第411回 うまくちな人生

知人から、作家の開高健さん出演『河は眠らない』というビデオを借りました。アラスカの大自然の中で、生前の開高さんが、人生哲学や、釣り、自然観について、エッセイのように語っているというものです。

「これまでいくつもの戦争・紛争の現場にをルポしてきたけど、戦争を語ろうとすると、いつもおなじボキャブラリーの繰り返しになってしまう。それで、すっかりいやになってしまった。それで釣り師になったわけです。それに対して自然には無駄なものは何もない。一見無駄なように見えるけど、実は人間にとって大切なもの、というものもあるのではないか。無駄を恐れてはいけないし、無駄を軽蔑してはいけない。何が無駄なのかなんて、簡単にはわからない。」「「絶望して森(自然)の中に入ると、いろんなものが見えてきて、絶望は別のものに転化する、ということになる。」

想像していたよりもちょっと高いトーンで、ややゆったりとした口調で語りかけるように話していらっしゃいました。戦争・紛争と自然という、人間がこれまで、常に関わりをもってきた究極の正反対的存在について、ばちんと簡潔に述べてしまう明晰さに、いまさらながらに感服します。

「現代は、考えることの出来る人にとっては喜劇、感ずることの出来る人にとっては悲劇」「どういう酒が一番いい酒か?こんな女がいたらさぞや迷わせられるだろうな、と思う女のような酒…黙ってても二杯飲みたくなる酒が、いい酒。

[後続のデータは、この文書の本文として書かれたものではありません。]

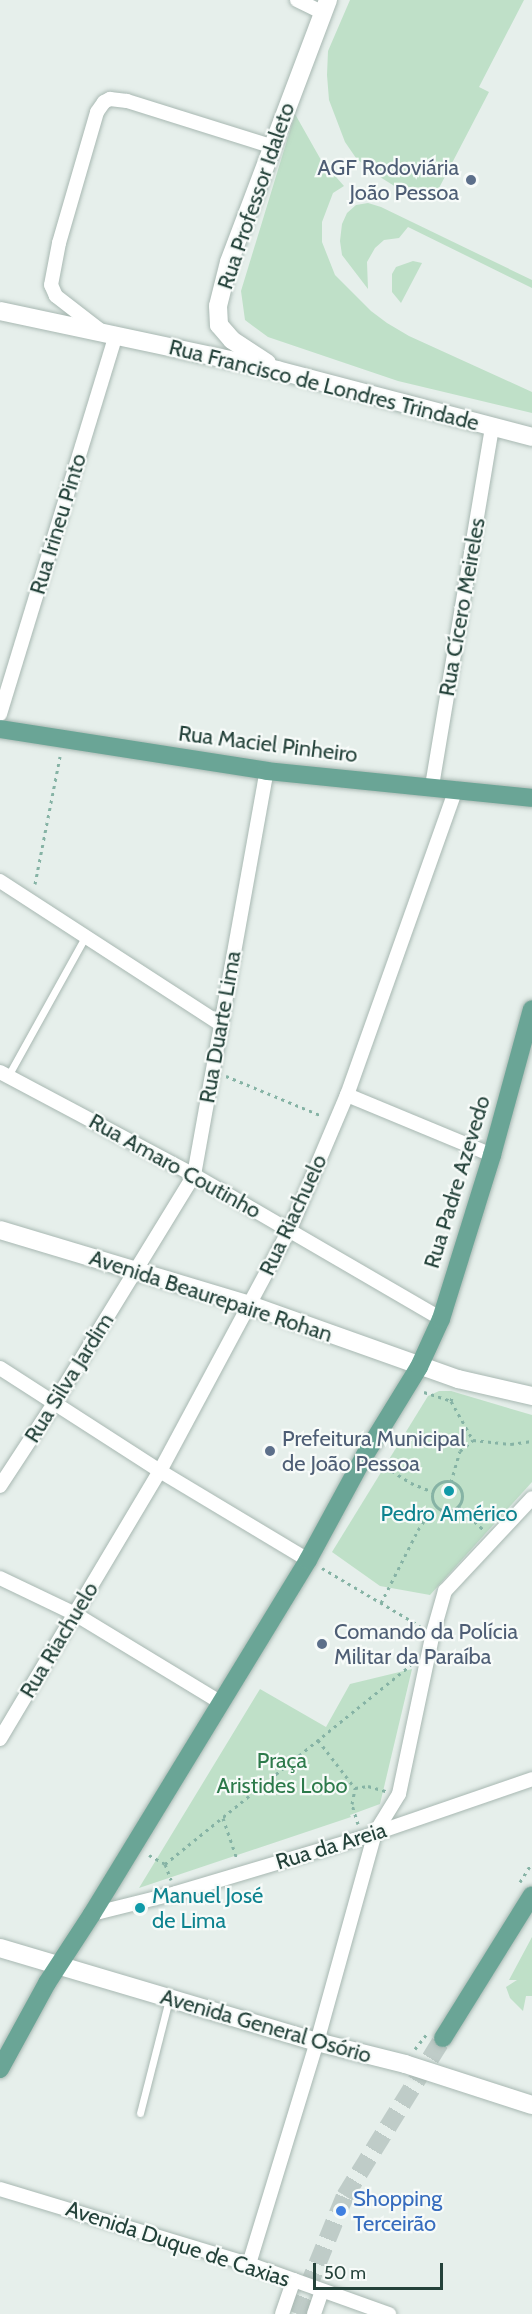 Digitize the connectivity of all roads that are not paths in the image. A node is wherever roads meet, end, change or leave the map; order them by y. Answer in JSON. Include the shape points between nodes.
{"nodes":[{"id":1,"x":297,"y":0,"type":"edge"},
{"id":2,"x":325,"y":6,"type":"edge"},
{"id":3,"x":271,"y":146,"type":"junction"},
{"id":4,"x":0,"y":311,"type":"edge"},
{"id":5,"x":109,"y":333,"type":"junction"},
{"id":6,"x":277,"y":369,"type":"junction"},
{"id":7,"x":492,"y":428,"type":"junction"},
{"id":8,"x":532,"y":437,"type":"edge"},
{"id":9,"x":0,"y":714,"type":"edge"},
{"id":10,"x":0,"y":729,"type":"edge"},
{"id":11,"x":267,"y":771,"type":"junction"},
{"id":12,"x":432,"y":786,"type":"junction"},
{"id":13,"x":456,"y":789,"type":"junction"},
{"id":14,"x":532,"y":798,"type":"edge"},
{"id":15,"x":0,"y":881,"type":"edge"},
{"id":16,"x":86,"y":935,"type":"junction"},
{"id":17,"x":532,"y":1009,"type":"edge"},
{"id":18,"x":220,"y":1024,"type":"junction"},
{"id":19,"x":4,"y":1074,"type":"edge"},
{"id":20,"x":347,"y":1095,"type":"junction"},
{"id":21,"x":492,"y":1155,"type":"junction"},
{"id":22,"x":194,"y":1175,"type":"junction"},
{"id":23,"x":290,"y":1229,"type":"junction"},
{"id":24,"x":0,"y":1230,"type":"edge"},
{"id":25,"x":136,"y":1269,"type":"junction"},
{"id":26,"x":250,"y":1305,"type":"junction"},
{"id":27,"x":441,"y":1319,"type":"junction"},
{"id":28,"x":419,"y":1367,"type":"junction"},
{"id":29,"x":0,"y":1368,"type":"edge"},
{"id":30,"x":532,"y":1396,"type":"edge"},
{"id":31,"x":55,"y":1402,"type":"junction"},
{"id":32,"x":160,"y":1471,"type":"junction"},
{"id":33,"x":0,"y":1486,"type":"edge"},
{"id":34,"x":532,"y":1498,"type":"edge"},
{"id":35,"x":308,"y":1560,"type":"junction"},
{"id":36,"x":0,"y":1578,"type":"edge"},
{"id":37,"x":75,"y":1614,"type":"junction"},
{"id":38,"x":220,"y":1702,"type":"junction"},
{"id":39,"x":1,"y":1736,"type":"edge"},
{"id":40,"x":532,"y":1779,"type":"edge"},
{"id":41,"x":368,"y":1835,"type":"junction"},
{"id":42,"x":532,"y":1895,"type":"edge"},
{"id":43,"x":92,"y":1914,"type":"junction"},
{"id":44,"x":0,"y":1948,"type":"edge"},
{"id":45,"x":58,"y":1965,"type":"junction"},
{"id":46,"x":169,"y":1999,"type":"junction"},
{"id":47,"x":436,"y":2034,"type":"tunnel mouth"},
{"id":48,"x":317,"y":2042,"type":"junction"},
{"id":49,"x":0,"y":2069,"type":"edge"},
{"id":50,"x":532,"y":2105,"type":"edge"},
{"id":51,"x":140,"y":2113,"type":"dead end"},
{"id":52,"x":0,"y":2188,"type":"edge"},
{"id":53,"x":249,"y":2264,"type":"junction"},
{"id":54,"x":294,"y":2280,"type":"junction"},
{"id":55,"x":322,"y":2290,"type":"junction"},
{"id":56,"x":282,"y":2314,"type":"edge"},
{"id":57,"x":314,"y":2314,"type":"edge"},
{"id":58,"x":389,"y":2314,"type":"edge"}],
"edges":[{"from":1,"to":2,"type":"street"},
{"from":2,"to":3,"type":"main road","name":"Rua Professor Idaleto"},
{"from":3,"to":5,"type":"street","via":[[126,101],[104,102],[97,112],[59,243],[51,285],[56,296]]},
{"from":3,"to":6,"type":"main road","name":"Rua Professor Idaleto","via":[[229,262],[218,306],[219,325],[232,340]]},
{"from":4,"to":5,"type":"main road","name":"Rua Francisco de Londres Trindade"},
{"from":5,"to":6,"type":"main road","name":"Rua Francisco de Londres Trindade"},
{"from":5,"to":9,"type":"street","name":"Rua Irineu Pinto"},
{"from":6,"to":7,"type":"main road","name":"Rua Francisco de Londres Trindade"},
{"from":7,"to":8,"type":"main road","name":"Rua Francisco de Londres Trindade"},
{"from":7,"to":12,"type":"street","name":"Rua Cícero Meireles"},
{"from":10,"to":11,"type":"main road","name":"Rua Maciel Pinheiro"},
{"from":11,"to":12,"type":"main road","name":"Rua Maciel Pinheiro"},
{"from":11,"to":18,"type":"street","name":"Rua Duarte Lima"},
{"from":12,"to":13,"type":"main road","name":"Rua Maciel Pinheiro"},
{"from":13,"to":14,"type":"main road","name":"Rua Maciel Pinheiro"},
{"from":13,"to":20,"type":"street","name":"Rua Riachuelo"},
{"from":15,"to":16,"type":"street"},
{"from":16,"to":18,"type":"street"},
{"from":16,"to":19,"type":"lane"},
{"from":17,"to":21,"type":"main road","name":"Rua Padre Azevedo"},
{"from":18,"to":22,"type":"street","name":"Rua Duarte Lima"},
{"from":19,"to":22,"type":"street","name":"Rua Amaro Coutinho"},
{"from":20,"to":21,"type":"street"},
{"from":20,"to":23,"type":"street","name":"Rua Riachuelo"},
{"from":21,"to":27,"type":"main road","name":"Rua Padre Azevedo"},
{"from":22,"to":23,"type":"street","name":"Rua Amaro Coutinho"},
{"from":22,"to":25,"type":"street","name":"Rua Duarte Lima"},
{"from":23,"to":26,"type":"street","name":"Rua Riachuelo"},
{"from":23,"to":27,"type":"street","name":"Rua Amaro Coutinho"},
{"from":24,"to":25,"type":"main road","name":"Avenida Beaurepaire Rohan"},
{"from":25,"to":26,"type":"main road","name":"Avenida Beaurepaire Rohan"},
{"from":25,"to":31,"type":"street","name":"Rua Silva Jardim"},
{"from":26,"to":28,"type":"main road","name":"Avenida Beaurepaire Rohan"},
{"from":26,"to":32,"type":"street","name":"Rua Riachuelo"},
{"from":27,"to":28,"type":"main road","name":"Rua Padre Azevedo"},
{"from":28,"to":30,"type":"main road","name":"Avenida Beaurepaire Rohan"},
{"from":28,"to":35,"type":"main road","name":"Rua Padre Azevedo"},
{"from":29,"to":31,"type":"street"},
{"from":31,"to":32,"type":"street"},
{"from":31,"to":33,"type":"street","name":"Rua Silva Jardim"},
{"from":32,"to":35,"type":"street"},
{"from":32,"to":37,"type":"street","name":"Rua Riachuelo"},
{"from":34,"to":41,"type":"street","via":[[445,1591],[399,1794]]},
{"from":35,"to":38,"type":"main road"},
{"from":36,"to":37,"type":"street"},
{"from":37,"to":38,"type":"street"},
{"from":37,"to":39,"type":"street","name":"Rua Riachuelo"},
{"from":38,"to":43,"type":"main road"},
{"from":40,"to":41,"type":"street","name":"Rua da Areia"},
{"from":41,"to":43,"type":"street","name":"Rua da Areia"},
{"from":41,"to":48,"type":"street"},
{"from":42,"to":47,"type":"main road"},
{"from":43,"to":45,"type":"main road"},
{"from":44,"to":45,"type":"main road","name":"Avenida General Osório"},
{"from":45,"to":46,"type":"main road","name":"Avenida General Osório"},
{"from":45,"to":49,"type":"main road"},
{"from":46,"to":48,"type":"main road","name":"Avenida General Osório"},
{"from":46,"to":51,"type":"lane"},
{"from":48,"to":50,"type":"main road","name":"Avenida General Osório","via":[[405,2064]]},
{"from":48,"to":53,"type":"street"},
{"from":52,"to":53,"type":"street","name":"Avenida Duque de Caxias"},
{"from":53,"to":54,"type":"street","name":"Avenida Duque de Caxias"},
{"from":54,"to":55,"type":"street","name":"Avenida Duque de Caxias"},
{"from":54,"to":56,"type":"street"},
{"from":55,"to":57,"type":"street"},
{"from":55,"to":58,"type":"street","name":"Avenida Duque de Caxias"}]}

日本酒は甘口、辛口というのがあるが、もうひとつ、それに加えてうまくち、というのがある。飲んで飲み飽きない酒、うまくちの酒、うまくちの女、うまくちの芸術、うまくちの音楽を求めなさい。そのためには、のべつ、無限に、二日酔い、失敗、デタラメを重ねないと、なにがうまくちであるのかはわからない。」

話題は釣りや人生観だけでなく、女、酒…と、広い範囲に及び、開高節は絶好調。アラスカの美しい風景映像とともに、極上の時間を演出しています。意外だったのがバックに流れていた音楽。何種類かが使われているのですが、最初と最後はいずれもブラームスだったのでした。

キーナイ川で57ポンドもの見事なキングサーモンを50分にも及ぶ死闘(?)の末に吊り上げ、満面の笑みを浮かべる開高さん。釣りの後、シングルモルトを麦茶のようにラッパ飲みする開高さんの豪快さと、ブラームスの楽曲の繊細にして芳醇な和声と旋律の絡み合いは、そのまま、文筆活動に趣味の釣り、お酒に女…と、人生を謳歌した開高さんと、生涯独身だった孤高の作曲家ブラームスという、二人の天才の対比を喚起させます。

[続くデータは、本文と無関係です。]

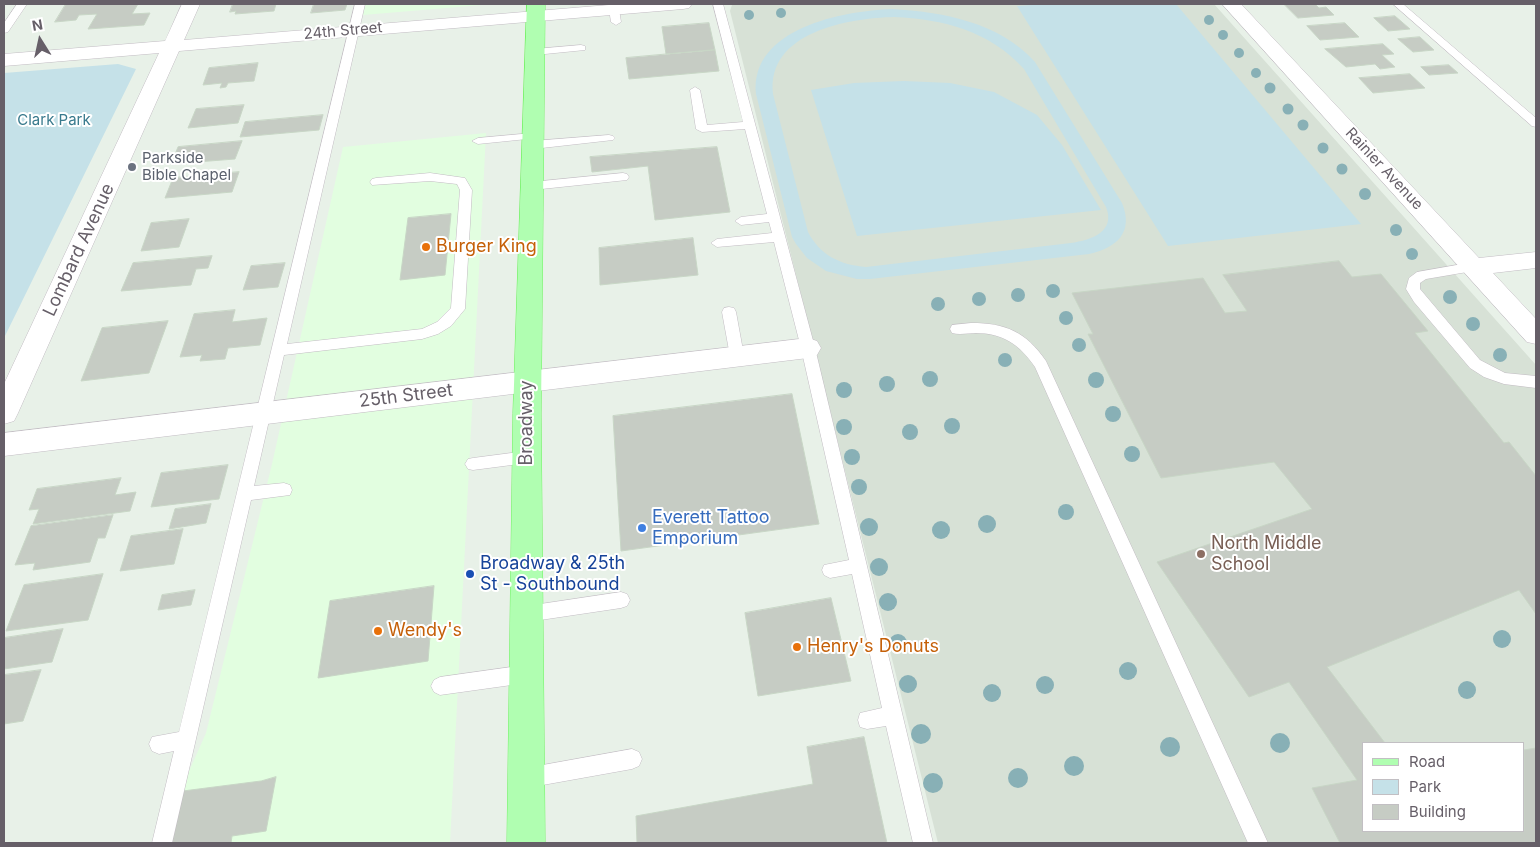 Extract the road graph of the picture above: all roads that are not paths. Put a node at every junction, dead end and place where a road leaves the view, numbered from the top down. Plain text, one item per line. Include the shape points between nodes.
1 (22, 4) edge
2 (192, 4) edge
3 (360, 4) edge
4 (683, 4) edge
5 (718, 4) edge
6 (1231, 4) edge
7 (1398, 4) edge
8 (536, 10) edge
9 (4, 30) edge
10 (353, 31) junction
11 (172, 46) junction
12 (581, 48) dead end
13 (535, 52) junction
14 (4, 60) edge
15 (695, 90) dead end
16 (1536, 124) edge
17 (750, 125) junction
18 (609, 138) dead end
19 (478, 141) dead end
20 (533, 141) junction
21 (623, 178) dead end
22 (376, 182) dead end
23 (532, 186) junction
24 (774, 217) junction
25 (741, 220) dead end
26 (779, 237) junction
27 (717, 244) dead end
28 (1536, 260) edge
29 (1474, 267) junction
30 (729, 312) dead end
31 (956, 330) dead end
32 (1536, 335) edge
33 (808, 348) junction
34 (280, 350) junction
35 (737, 356) junction
36 (527, 382) junction
37 (1536, 382) edge
38 (4, 413) edge
39 (264, 414) junction
40 (4, 445) edge
41 (527, 457) junction
42 (473, 464) dead end
43 (284, 490) dead end
44 (245, 494) junction
45 (858, 566) junction
46 (830, 570) dead end
47 (621, 600) dead end
48 (527, 614) junction
49 (526, 674) junction
50 (440, 686) dead end
51 (894, 716) junction
52 (867, 720) dead end
53 (187, 740) junction
54 (158, 744) dead end
55 (632, 759) dead end
56 (526, 778) junction
57 (160, 843) edge
58 (526, 843) edge
59 (923, 843) edge
60 (1258, 843) edge

1 - 9 lane
2 - 11 street, Lombard Avenue
3 - 10 lane
4 - 8 street, 24th Street via 615,15
5 - 17 lane
6 - 29 street, Rainier Avenue
7 - 16 lane
8 - 10 street, 24th Street
8 - 13 main road, Broadway
10 - 11 street, 24th Street
10 - 34 lane
11 - 14 street, 24th Street
11 - 38 street, Lombard Avenue
12 - 13 lane
13 - 20 main road, Broadway
15 - 17 lane via 702,129
17 - 24 lane
18 - 20 lane
19 - 20 lane
20 - 23 main road, Broadway
21 - 23 lane
22 - 34 lane via 432,177 461,181 466,190 458,309 448,322 422,334
23 - 36 main road, Broadway
24 - 25 lane
24 - 26 lane
26 - 27 lane
26 - 33 lane
28 - 29 street
29 - 32 street, Rainier Avenue
29 - 37 lane via 1422,275 1414,281 1413,289 1475,364 1504,380
30 - 35 lane
31 - 60 lane via 990,328 1010,334 1033,352 1041,365
33 - 35 street, 25th Street
33 - 45 lane
34 - 39 lane
35 - 36 street, 25th Street
36 - 39 street, 25th Street
36 - 41 main road, Broadway
39 - 40 street, 25th Street
39 - 44 lane
41 - 42 lane
41 - 48 main road, Broadway
43 - 44 lane
44 - 53 lane
45 - 46 lane
45 - 51 lane
47 - 48 lane
48 - 49 main road, Broadway
49 - 50 lane
49 - 56 main road, Broadway
51 - 52 lane
51 - 59 lane
53 - 54 lane
53 - 57 lane
55 - 56 lane
56 - 58 main road, Broadway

でも、開高さん風に「苦しみ、楽しみながら、何が“うまくち”なのかを追い求め続けることが、“うまくち”な人生である」、と考えるのであれば、もしかすると、二人のどちらもうまくちな人生を送った、という点において、共通しているのかもしれません。無駄、失敗を恐れることなく、自分の感じるままに何かを求め、生きていくこと。その先にあるものについて、心配しすぎることもなく、奔放にして緻密に…。

このビデオを貸してくれた知人は、今月新たな人生のスタートを切りました。彼自身がこの数年にわたって傾倒し、研究を重ねてきた南インド料理のお店を開店したのです。先日のプレオープンに招かれて初めてお店にお邪魔したのですが、彼の思いやこだわりががそこここに反映されていて、とても素敵なお店でした。「頑張って!」と励ましに行ったつもりが、逆に励まされたような思いで家に帰ってきたのでした。

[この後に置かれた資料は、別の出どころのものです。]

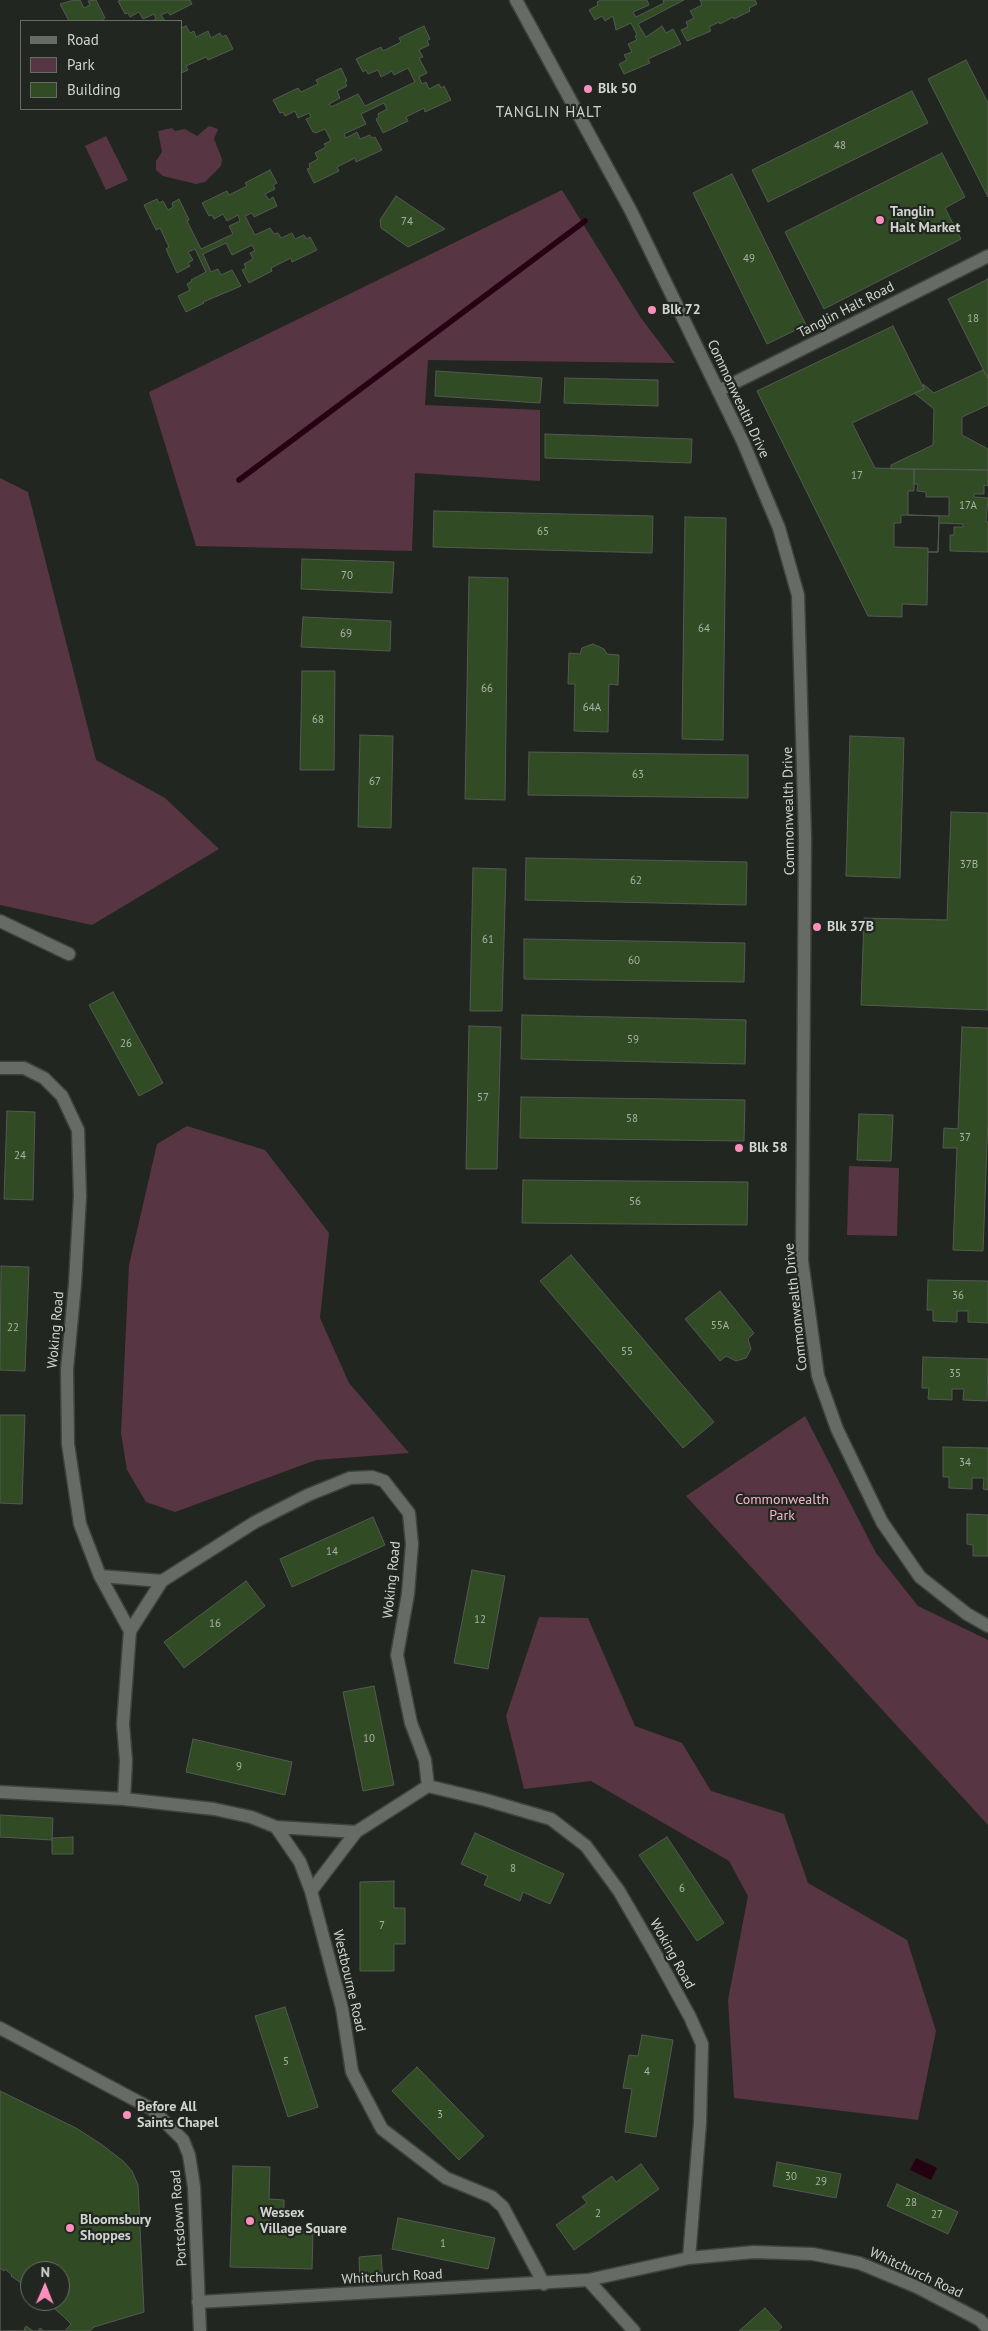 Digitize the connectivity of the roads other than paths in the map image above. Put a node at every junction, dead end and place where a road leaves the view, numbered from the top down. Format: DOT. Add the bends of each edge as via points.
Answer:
graph roads {
  1 [pos="516,0"];
  2 [pos="988,256"];
  3 [pos="718,391"];
  4 [pos="0,921"];
  5 [pos="69,954"];
  6 [pos="0,1068"];
  7 [pos="100,1576"];
  8 [pos="162,1581"];
  9 [pos="988,1626"];
  10 [pos="130,1631"];
  11 [pos="428,1786"];
  12 [pos="0,1792"];
  13 [pos="124,1799"];
  14 [pos="276,1827"];
  15 [pos="356,1832"];
  16 [pos="312,1891"];
  17 [pos="0,2028"];
  18 [pos="689,2258"];
  19 [pos="588,2280"];
  20 [pos="544,2284"];
  21 [pos="198,2302"];
  22 [pos="988,2329"];
  23 [pos="200,2331"];
  24 [pos="634,2331"];
  1 -- 3 [label="street, Commonwealth Drive" via="631,211"];
  2 -- 3 [label="street, Tanglin Halt Road"];
  3 -- 9 [label="street, Commonwealth Drive" via="779,528 798,594 805,838 802,1261 818,1376 837,1429 888,1530 920,1576 967,1614"];
  4 -- 5 [label="street"];
  6 -- 7 [label="street, Woking Road" via="24,1068 44,1078 62,1096 78,1130 80,1196 67,1369 68,1444 80,1524"];
  7 -- 8 [label="street"];
  7 -- 10 [label="street"];
  8 -- 10 [label="street, Woking Road"];
  8 -- 11 [label="street, Woking Road" via="255,1522 308,1495 350,1478 372,1477 384,1481 409,1513 411,1564 397,1655 411,1723 425,1760"];
  10 -- 13 [label="street" via="123,1724 126,1761"];
  11 -- 15 [label="street"];
  11 -- 18 [label="street, Woking Road" via="551,1819 586,1846 619,1891 660,1961 702,2044 700,2123"];
  12 -- 13 [label="street"];
  13 -- 14 [label="street" via="214,1809"];
  14 -- 15 [label="street"];
  14 -- 16 [label="street, Westbourne Road" via="300,1862"];
  15 -- 16 [label="street"];
  16 -- 20 [label="street, Westbourne Road" via="342,2008 352,2072 382,2129 446,2178 492,2197 503,2207"];
  17 -- 21 [label="street, Portsdown Road" via="152,2109 183,2140 194,2187"];
  18 -- 19 [label="street, Whitchurch Road"];
  18 -- 22 [label="street, Whitchurch Road" via="754,2252 813,2254 859,2263 917,2287 980,2320"];
  19 -- 20 [label="street, Whitchurch Road"];
  19 -- 24 [label="street"];
  20 -- 21 [label="street, Whitchurch Road"];
  21 -- 23 [label="street, Portsdown Road"];
}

毎日のように不穏な報道が襲い掛かってくる昨今…。世の中には、何をするにしてもつい臆病になってしまいそうな空気が漂っていまますが、何が無駄で何が失敗か、なんて考えすぎないで、いつものびやかな気持ちでありたいものです。私たちには、無限の時間を与えられているわけではないのですから。彼の新しいお店の前途が明るいものになりますように、そして、彼が、本来持っているすこやかな前向きさを失うことなく、むしろパワーアップしていってくれることを、心から願いたくなりました。

「悠々として急げ」という開高さんの言葉が、アラベスクの模様のように、反復しながら胸に響いています。繰り返されるブラームスの弦楽六重奏曲のモティーフように、深く、静かに。